I presume when you mention FA-2 you're ruling out the early 'teething troubles' with the engines, like the original cast cranks that didn't hold up and that apparently caused damage requiring engine replacement, and the original GE turbos that worked fine at 30,000 feet but not so well in a carbody. The water-cooled Alco-designed replacement worked somewhat better, but UP said in 1953 they were not ordering new Alco road power because even the revised turbo was causing manifold failures in heavy fast road service in many UP locations in the West.
Union Pacific did not have that mant Alco road locomotives. The big purchase was 88 FA-1 and FB-1 units, with 11 RSC-2 units for branch lines and 5 RS-2s, also used on branch lines. Cynthis Priest in The UP Diesel Volume 1 indicates that UP chose not to replace the air cooled turbochargers in the FA/FB units. She seems to know something about the 244 from her description. there are photos of RSC-2s in the late 1960s showing the distinctive offset stack associated with the air cooled turbocharger and also on one RS-2 in 1959. Other units of both types did show the transverse water cooled turbo stacxk around the same time. So perhapps UP were referring to a modified air-cooled turbocharger.
It is suggested that UP spent some time tuning the 244s to overcome the problems and it is possible that even a 244 with an air cooled turbo could be made to work, at least until the 1960s.
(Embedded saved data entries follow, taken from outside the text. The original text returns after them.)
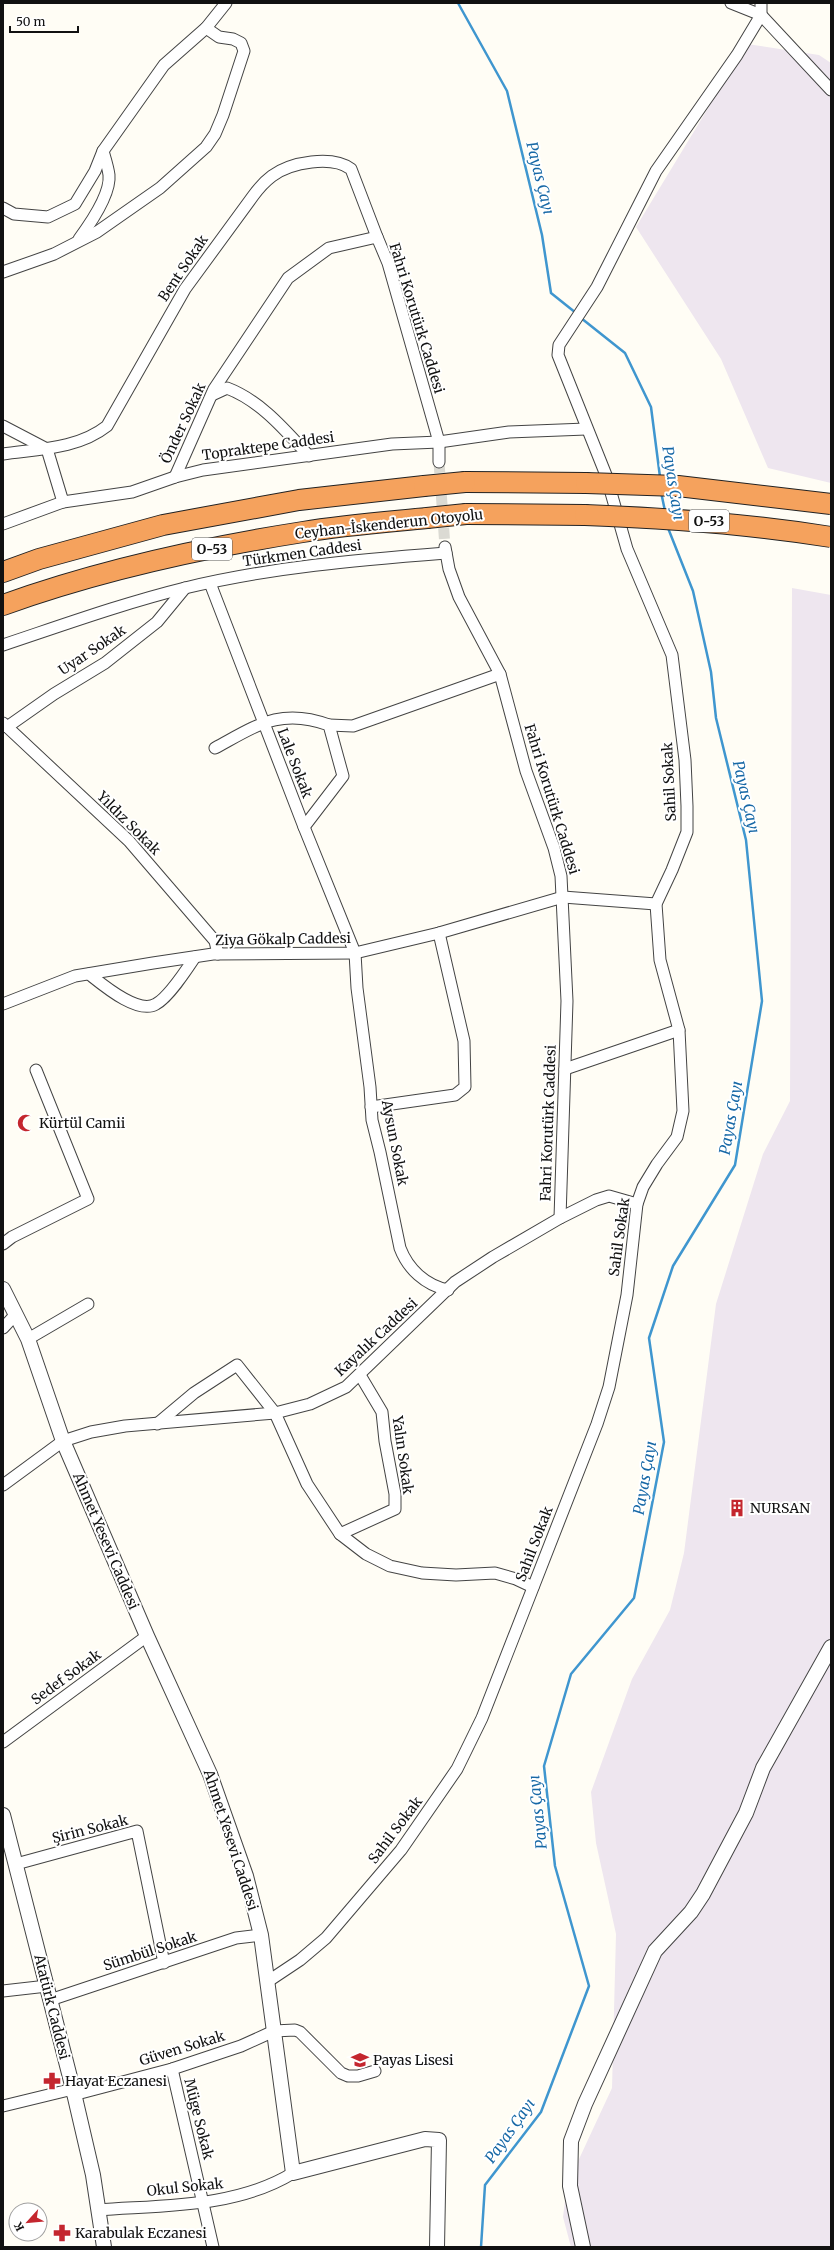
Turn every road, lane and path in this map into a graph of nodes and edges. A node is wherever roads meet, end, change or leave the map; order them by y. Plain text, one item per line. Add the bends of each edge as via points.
1 (226, 3) edge
2 (731, 3) edge
3 (761, 3) edge
4 (761, 14) junction
5 (206, 28) junction
6 (831, 90) edge
7 (103, 151) junction
8 (3, 208) edge
9 (377, 237) junction
10 (77, 243) junction
11 (3, 272) edge
12 (220, 382) joint
13 (214, 394) junction
14 (3, 426) edge
15 (586, 429) junction
16 (439, 442) junction
17 (46, 449) junction
18 (3, 454) edge
19 (310, 456) junction
20 (439, 462) tunnel mouth
21 (175, 477) junction
22 (63, 502) junction
23 (831, 504) edge
24 (3, 524) edge
25 (831, 537) edge
26 (445, 550) joint
27 (3, 572) edge
28 (210, 583) junction
29 (185, 588) junction
30 (3, 605) edge
31 (3, 645) edge
32 (500, 674) junction
33 (263, 722) junction
34 (5, 725) edge
35 (329, 725) junction
36 (214, 748) dead end
37 (304, 827) junction
38 (563, 897) junction
39 (656, 904) junction
40 (439, 933) junction
41 (355, 953) junction
42 (218, 954) junction
43 (195, 957) junction
44 (89, 974) junction
45 (3, 1004) edge
46 (679, 1030) junction
47 (565, 1069) junction
48 (36, 1070) dead end
49 (371, 1107) junction
50 (637, 1204) junction
51 (560, 1218) junction
52 (3, 1244) edge
53 (3, 1289) edge
54 (448, 1290) junction
55 (88, 1304) dead end
56 (16, 1314) junction
57 (3, 1328) edge
58 (28, 1339) junction
59 (360, 1375) junction
60 (275, 1412) junction
61 (157, 1424) junction
62 (63, 1441) junction
63 (3, 1485) edge
64 (340, 1534) junction
65 (533, 1587) junction
66 (147, 1636) junction
67 (831, 1647) edge
68 (3, 1742) edge
69 (3, 1815) edge
70 (10, 1856) edge
71 (261, 1935) junction
72 (164, 1963) junction
73 (267, 1982) junction
74 (47, 1986) junction
75 (3, 1992) edge
76 (50, 2000) junction
77 (274, 2031) junction
78 (172, 2068) junction
79 (375, 2071) dead end
80 (73, 2092) junction
81 (3, 2106) edge
82 (294, 2173) junction
83 (204, 2202) junction
84 (98, 2210) junction
85 (104, 2247) edge
86 (213, 2247) edge
87 (437, 2247) edge
88 (583, 2247) edge

1 - 5 street
2 - 4 street
3 - 4 street
4 - 6 street
4 - 15 street, Sahil Sokak via 737,55 656,171 597,287 559,346 558,355
5 - 7 street via 164,65
5 - 10 street via 219,37 241,43 244,51 214,134 206,147 160,188
7 - 8 street via 95,171 75,204 48,217 14,214
7 - 10 street via 109,176 106,190 90,224
9 - 12 street, Fahri Korutürk Caddesi via 330,248 288,278
9 - 16 street, Fahri Korutürk Caddesi via 388,263
9 - 17 street, Bent Sokak via 351,170 343,163 311,162 273,175 253,196 185,288 107,426 95,436
10 - 11 street
12 - 13 street, Önder Sokak via 214,389
13 - 19 street via 228,388 254,402 271,415
13 - 21 street, Önder Sokak via 208,400 197,431
14 - 17 street
15 - 16 street, Topraktepe Caddesi via 509,432
15 - 39 street, Sahil Sokak via 606,475 627,549 672,655 685,760 687,832
16 - 19 street, Topraktepe Caddesi via 392,444
16 - 20 street, Fahri Korutürk Caddesi
17 - 18 street, Bent Sokak
17 - 22 street
19 - 21 street, Topraktepe Caddesi via 203,470
21 - 22 street, Topraktepe Caddesi via 132,492
22 - 24 street, Topraktepe Caddesi
23 - 27 highway, O-53, bridge via 678,486 465,482 300,500 163,526 39,559
25 - 30 highway, Ceyhan-İskenderun Otoyolu / O-53, bridge via 676,518 585,514 466,514 304,531 170,556 48,589
26 - 28 street, Türkmen Caddesi via 329,562
26 - 32 street, Fahri Korutürk Caddesi via 459,597
28 - 29 street, Türkmen Caddesi
28 - 33 street, Lale Sokak
29 - 31 street, Türkmen Caddesi
29 - 34 street, Uyar Sokak via 157,622 105,663
32 - 35 street via 353,726
32 - 38 street, Fahri Korutürk Caddesi via 526,771 554,848
33 - 35 street via 281,718 309,718
33 - 36 street
33 - 37 street, Lale Sokak
34 - 42 street, Yıldız Sokak via 129,841 216,941
35 - 37 street via 343,776
37 - 41 street, Lale Sokak
38 - 39 street
38 - 40 street, Ziya Gökalp Caddesi
38 - 47 street, Fahri Korutürk Caddesi via 567,1001
39 - 46 street, Sahil Sokak via 660,960
40 - 41 street, Ziya Gökalp Caddesi
40 - 49 street via 464,1041 464,1087 455,1095
41 - 42 street, Ziya Gökalp Caddesi
41 - 49 street, Aysun Sokak
42 - 43 street, Ziya Gökalp Caddesi
43 - 44 street, Ziya Gökalp Caddesi
43 - 44 street via 178,982 157,1004 147,1007 130,1002
44 - 45 street, Ziya Gökalp Caddesi via 75,976
46 - 47 street
46 - 50 street, Sahil Sokak via 683,1111 677,1138 642,1188
47 - 51 street, Fahri Korutürk Caddesi
48 - 52 street via 88,1199
49 - 54 street, Aysun Sokak via 395,1228 405,1262 430,1284
50 - 51 street, Kayalık Caddesi via 609,1196
50 - 65 street, Sahil Sokak via 627,1295 609,1387
51 - 54 street, Kayalık Caddesi via 493,1257 455,1282
53 - 56 street, Ahmet Yesevi Caddesi
54 - 59 street, Kayalık Caddesi
55 - 58 street
56 - 57 street
56 - 58 street, Ahmet Yesevi Caddesi
58 - 62 street, Ahmet Yesevi Caddesi
59 - 60 street, Kayalık Caddesi via 346,1387 310,1404
59 - 64 street, Yalın Sokak via 382,1412 395,1509
60 - 61 street, Kayalık Caddesi
60 - 61 street via 237,1365 194,1393
60 - 64 street via 307,1484
61 - 62 street, Kayalık Caddesi via 91,1432
62 - 63 street, Kayalık Caddesi
62 - 66 street, Ahmet Yesevi Caddesi
64 - 65 street via 366,1554 390,1566 422,1573 456,1576 495,1573
65 - 73 street, Sahil Sokak via 482,1718 457,1769 402,1850 326,1938 300,1960
66 - 68 street, Sedef Sokak
66 - 71 street, Ahmet Yesevi Caddesi via 210,1774 246,1876
67 - 88 street via 763,1768 746,1813 703,1894 691,1912 655,1951 585,2104 571,2141 570,2171 570,2186
69 - 70 street, Atatürk Caddesi
70 - 72 street, Şirin Sokak via 137,1831
70 - 74 street, Atatürk Caddesi
71 - 72 street, Sümbül Sokak via 236,1938
71 - 73 street, Ahmet Yesevi Caddesi
72 - 76 street, Sümbül Sokak
73 - 77 street, Ahmet Yesevi Caddesi
74 - 75 street
74 - 76 street, Atatürk Caddesi
76 - 80 street, Atatürk Caddesi
77 - 78 street, Güven Sokak via 241,2046
77 - 79 street via 300,2032 341,2073 348,2076
77 - 82 street, Ahmet Yesevi Caddesi
78 - 80 street, Güven Sokak
78 - 83 street, Müge Sokak
80 - 81 street, Güven Sokak
80 - 84 street, Atatürk Caddesi
82 - 83 street, Okul Sokak via 257,2191
82 - 87 street via 425,2139 439,2140
83 - 84 street, Okul Sokak
83 - 86 street, Müge Sokak
84 - 85 street, Atatürk Caddesi

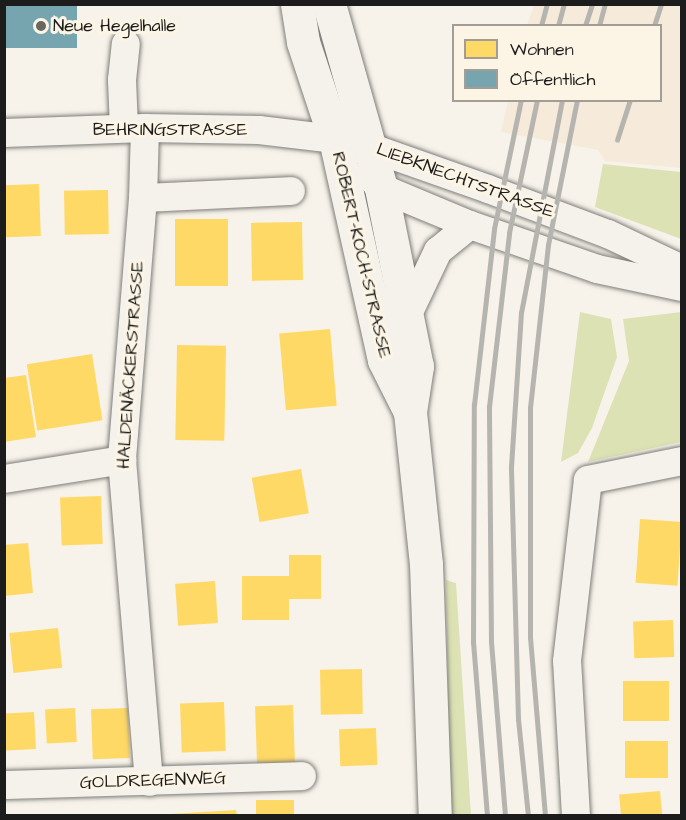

I'm not sure when the water cooled turbo actually became available as a retrofit. The earliest new unit fitted with a water cooled turbo that I have found is a 1955 SP RSD-5, but the units before that one were purchased in 1953.
To my own experience, during the 1954 Royal Tour of Australia in February and March 1954, the NSW Railways ran two RSC-3s painted Garter Blue on the Royal Train, and photos show that these still had air-cooled turbochargers. I would suggest that if the retrofiit had been available by the end of 1953, those units would have been fitted.
This visit is covered by
The Queen In Australia (1954) | NFSA
The RSC-3s appear (briefly) at 45:54 and the other well known train, that of the VR with the double ended EMD ML-2s gets much better coverage at 49:40.
This is an amazing film. Not only is the view oof the Queen in the Daimler in George Street Sydney exactly the view I recall, from the roof of my father's office building, but the scenes of Canberra where I now live are clearly recognisable although there are large areas of grass where there is now a lake, many buildings and many additional roads. It is hard to believe that things were so different then, even though I was there. Just before the RSC-3s here is a scene with a QANTAS Super Constellation, and there are many other scenes for car and aircraft and ship enthusiasts.
But to get back briefly to the subject, I don't think the water cooled turbo was available as early as 1953.